## [THE TASK]
Type out the data again, word for word and in full.
EXERCISE DATA START
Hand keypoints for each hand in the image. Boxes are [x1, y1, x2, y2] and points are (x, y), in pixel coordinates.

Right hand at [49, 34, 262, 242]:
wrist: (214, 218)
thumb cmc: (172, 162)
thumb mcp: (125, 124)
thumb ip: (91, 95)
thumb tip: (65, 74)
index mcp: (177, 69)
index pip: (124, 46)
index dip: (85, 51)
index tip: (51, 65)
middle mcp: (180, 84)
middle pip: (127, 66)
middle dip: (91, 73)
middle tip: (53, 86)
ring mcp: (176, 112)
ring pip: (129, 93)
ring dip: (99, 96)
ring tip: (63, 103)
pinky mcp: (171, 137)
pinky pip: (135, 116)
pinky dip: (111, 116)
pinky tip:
EXERCISE DATA END
## [OUTPUT FOR THIS EXERCISE]
Hand keypoints for each hand in the image. Boxes are [x1, y1, x2, y2] and points are (x, y), in pixel coordinates.

Right hand at [49, 34, 262, 242]:
wrist: (214, 218)
thumb cmc: (172, 162)
thumb mcp: (125, 124)
thumb ip: (91, 95)
thumb tip: (65, 74)
index mcp: (177, 69)
index pip: (124, 46)
index dip: (85, 51)
index tip: (51, 65)
middle mcp: (180, 84)
middle pip: (127, 66)
middle dip: (91, 73)
middle tip: (53, 86)
ring mcp: (176, 112)
ring pip: (129, 93)
ring dip: (99, 96)
ring tip: (63, 103)
pinky mcp: (171, 137)
pinky pip: (135, 116)
pinky dip: (111, 116)
pinky tip:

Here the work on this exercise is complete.